“So I took off running / I ran over the hills / My odyssey through concrete and steel / Gonna keep on going / I don’t wanna stand still / Gonna keep on going / I don’t wanna stand still.”
I thought an appropriate way to start this new column would be with something known my whole life, family, which has become an unknown due to the dismantlement of the matriarchs.
Today was grandmother’s birthday; Thursday marked the four-year anniversary of my mother’s death. While I’m not ritualistic or big on cemeteries, I felt a strong desire to visit their shared plot. And while I’m not usually superstitious either, I have noticed the number 11 having a significance throughout my life; their plot location at the very meeting of these two important numbers.
The cemetery, located in Middle Village, Queens, is also within walking distance from my grandmother’s house. My grandmother died just 4 months before my mother, both women suffering from Dementia and Alzheimer’s respectively, nearly 30 years apart in age. My aunt, uncle and cousin still live there, keeping my grandmother’s apartment on the second floor eerily intact. Lately I have been having reoccurring dreams about this house; I knew eventually I would have to go back.

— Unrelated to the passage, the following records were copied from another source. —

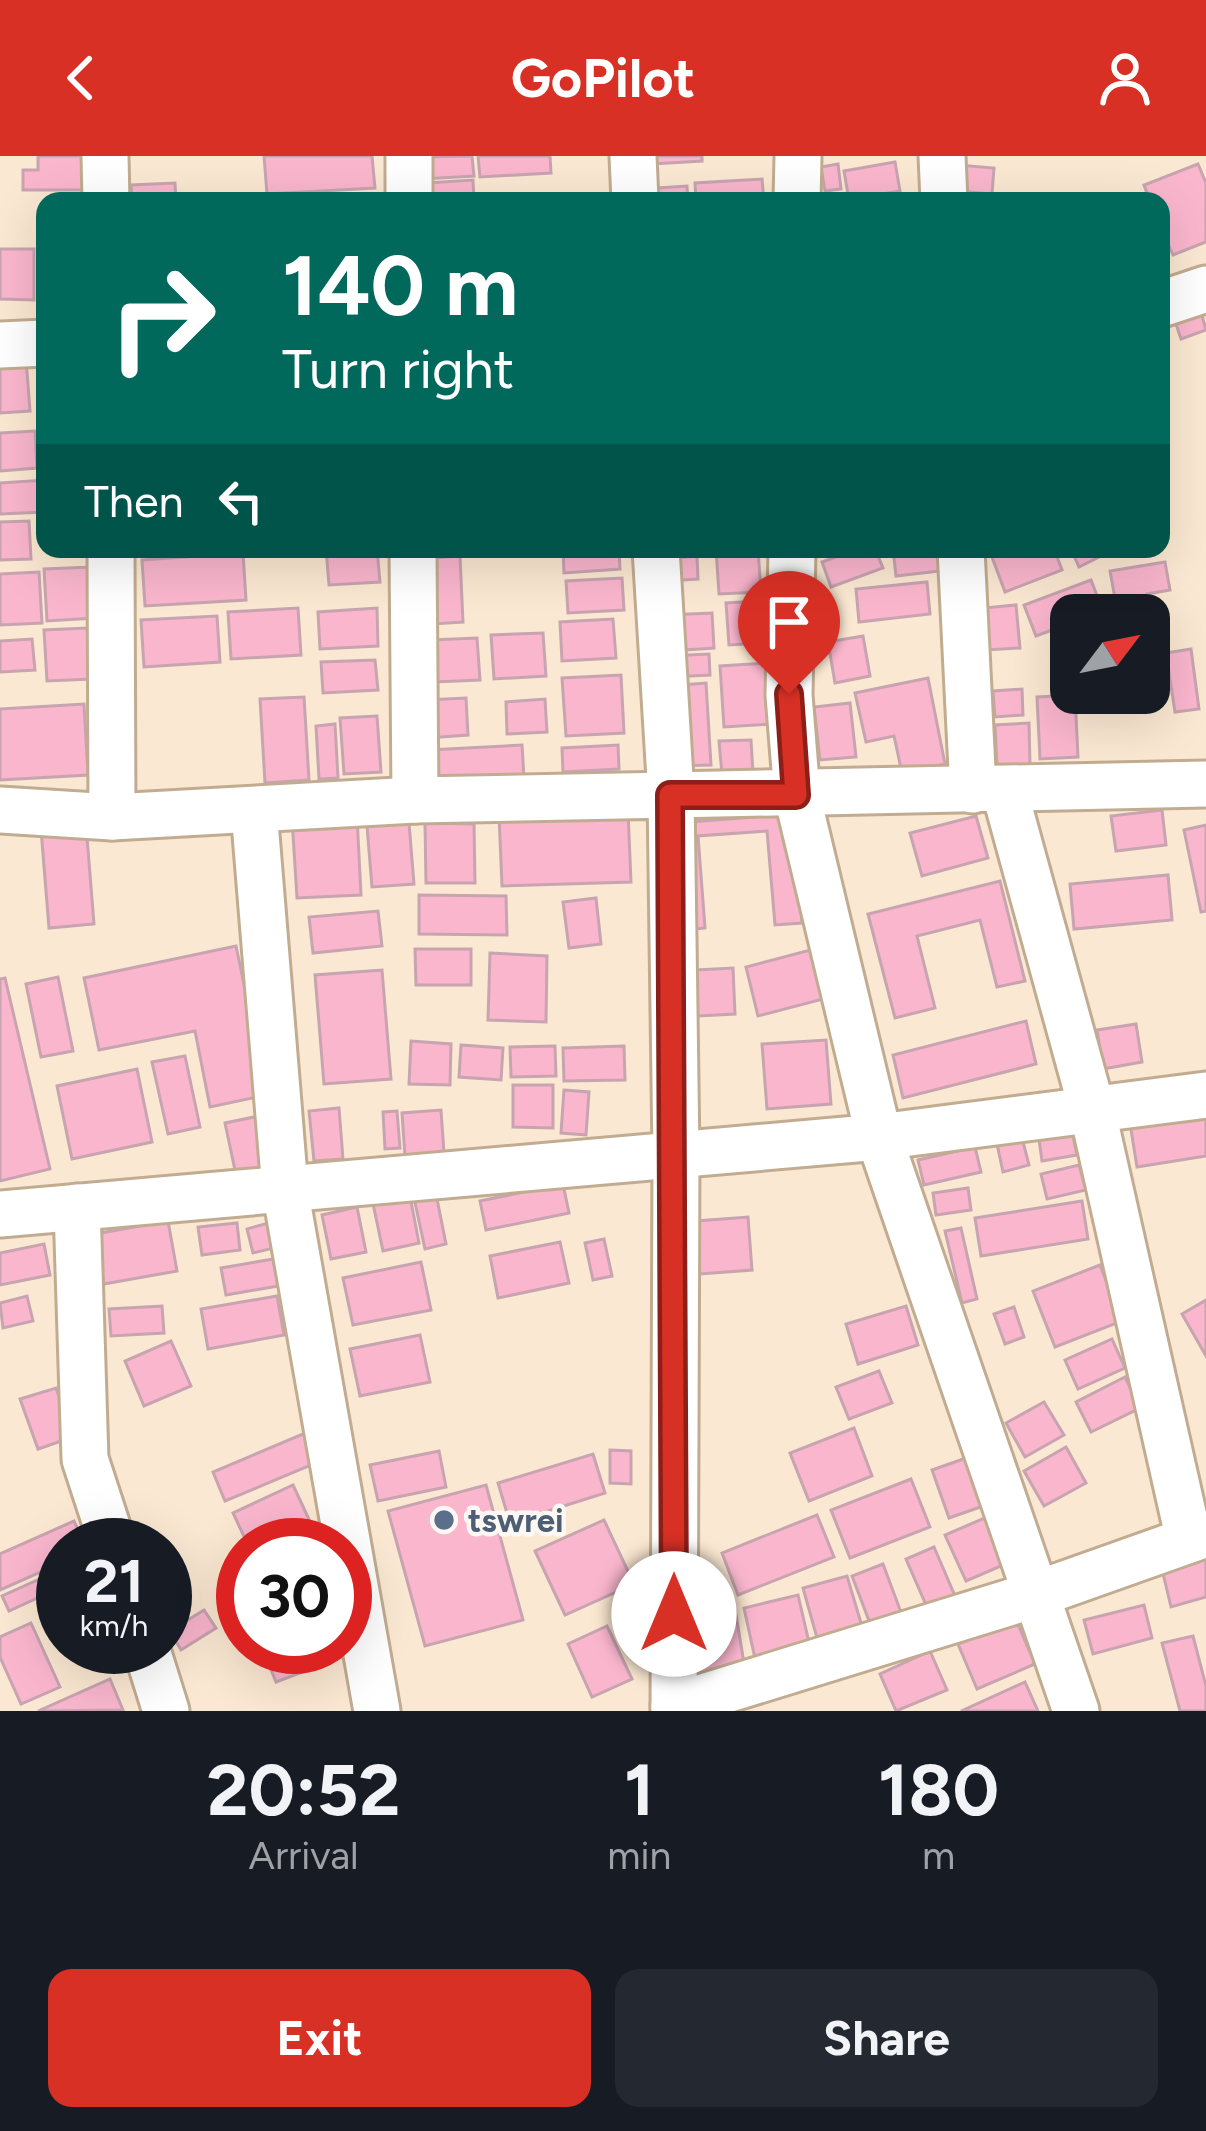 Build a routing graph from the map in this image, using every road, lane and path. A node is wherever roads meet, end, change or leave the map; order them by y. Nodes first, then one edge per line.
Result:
1 (105, 156) edge
2 (409, 156) edge
3 (633, 156) edge
4 (798, 156) edge
5 (943, 156) edge
6 (106, 192) edge
7 (409, 192) edge
8 (635, 192) edge
9 (797, 192) edge
10 (944, 192) edge
11 (1206, 289) edge
12 (1170, 301) edge
13 (36, 343) edge
14 (0, 345) edge
15 (111, 558) edge
16 (413, 558) edge
17 (657, 558) edge
18 (792, 558) edge
19 (962, 558) edge
20 (1206, 784) edge
21 (989, 789) junction
22 (670, 795) junction
23 (796, 795) junction
24 (415, 800) junction
25 (0, 810) edge
26 (254, 810) junction
27 (112, 817) junction
28 (1206, 1094) edge
29 (1092, 1109) junction
30 (880, 1137) junction
31 (676, 1154) junction
32 (285, 1190) junction
33 (77, 1208) junction
34 (0, 1214) edge
35 (104, 1518) edge
36 (1198, 1537) edge
37 (1037, 1594) junction
38 (154, 1674) edge
39 (674, 1708) edge
40 (166, 1711) edge
41 (376, 1711) edge
42 (1076, 1711) edge

1 - 6 street
2 - 7 street
3 - 8 street
4 - 9 street
5 - 10 street
11 - 12 street
13 - 14 street
15 - 27 street
16 - 24 street
17 - 22 street
18 - 23 street
19 - 21 street
20 - 21 street
21 - 23 street
21 - 29 street
22 - 23 street
22 - 24 street
22 - 31 street
23 - 30 street
24 - 26 street
25 - 27 street
26 - 27 street
26 - 32 street
28 - 29 street
29 - 30 street
29 - 36 street
30 - 31 street
30 - 37 street
31 - 32 street
31 - 39 street
32 - 33 street
32 - 41 street
33 - 34 street
33 - 35 street
36 - 37 street
37 - 39 street
37 - 42 street
38 - 40 street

Having been raised here almost as much as my own home, there are so many memories living within these walls. The dolls behind glass looking out at me, chachkies and knick-knacks; everything still in its place. The lingering smell of Sunday dinners, holidays, and cooking; stored within these familiar dishes.

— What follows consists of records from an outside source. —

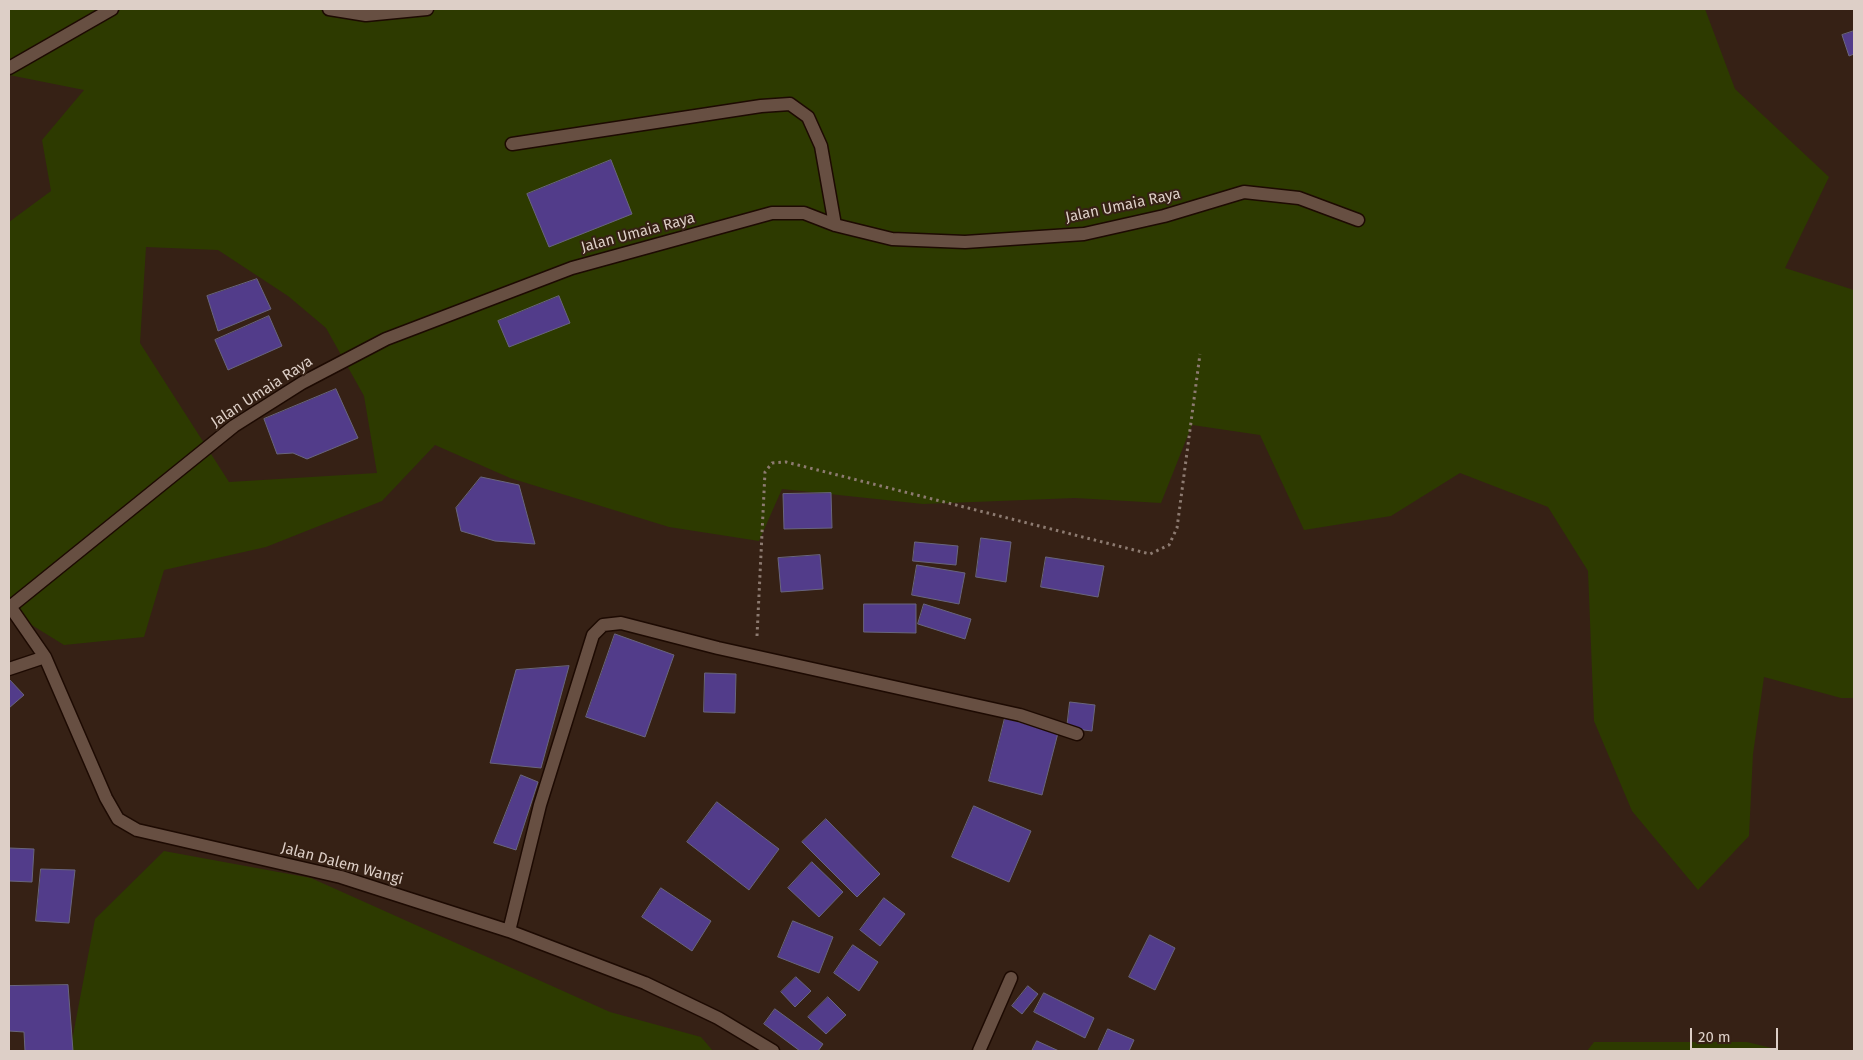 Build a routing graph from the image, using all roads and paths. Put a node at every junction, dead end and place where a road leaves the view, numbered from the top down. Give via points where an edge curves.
1 (112, 9) edge
2 (329, 9) edge
3 (427, 9) edge
4 (9, 68) edge
5 (512, 144) dead end
6 (1358, 220) dead end
7 (836, 225) junction
8 (1200, 354) dead end
9 (9, 606) edge
10 (756, 656) junction
11 (45, 658) junction
12 (9, 668) edge
13 (1077, 734) dead end
14 (509, 931) junction
15 (1011, 978) dead end
16 (773, 1051) edge
17 (979, 1051) edge

1 - 4 street
2 - 3 street via 366,15
5 - 7 street via 790,104 808,117 821,146
6 - 7 street, Jalan Umaia Raya via 1299,198 1244,192 1164,216 1084,234 965,242 892,239
7 - 9 street, Jalan Umaia Raya via 804,213 772,213 572,268 386,338 302,383 234,426
8 - 10 path via 1176,528 1169,545 1150,554 786,462 772,463 765,472
9 - 11 street, Jalan Dalem Wangi
10 - 13 street via 1020,715
10 - 14 street via 621,623 603,625 593,635 540,805
11 - 12 street
11 - 14 street, Jalan Dalem Wangi via 118,819 137,830 341,877
14 - 16 street, Jalan Dalem Wangi via 645,983 718,1018
15 - 17 street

This is the mural I stared at for hours as a kid, hands tucked under my head as I lay on the floor, feet propped riskily on top of grandma’s perfect sofa. Without younger siblings or cousins to play with, I would create scenes within the wallpaper’s landscape again and again; its beauty still vibrant and as fresh as the day she got it. The origin of my obsession with chandeliers still dangles just above it.
I was also surprised by something so familiar and yet foreign to me now: homemade tomato sauce made by my aunt and shared with my cousin, just like the good old days of long ago.
This Heartless Bastard song not only kick-starts what I hope to be more exploration, but every word rings true as this particular point in my currently transitioning life: “Oh, I’m longing to be, out in the sweet unknown. I’m gonna keep on going, I don’t wanna stand still. Out in the sweet unknown.”
While I nostalgically dream about these known times that have long since passed, one thing I do not miss: being that scared little child, so afraid of everyone and everything. Here’s to the risks and the adventures; to finally embracing a life less travelled and enjoying the journey, wherever it may take me. Here is to the sweet unknown.
“I could do all these things. Oh, I have the power.”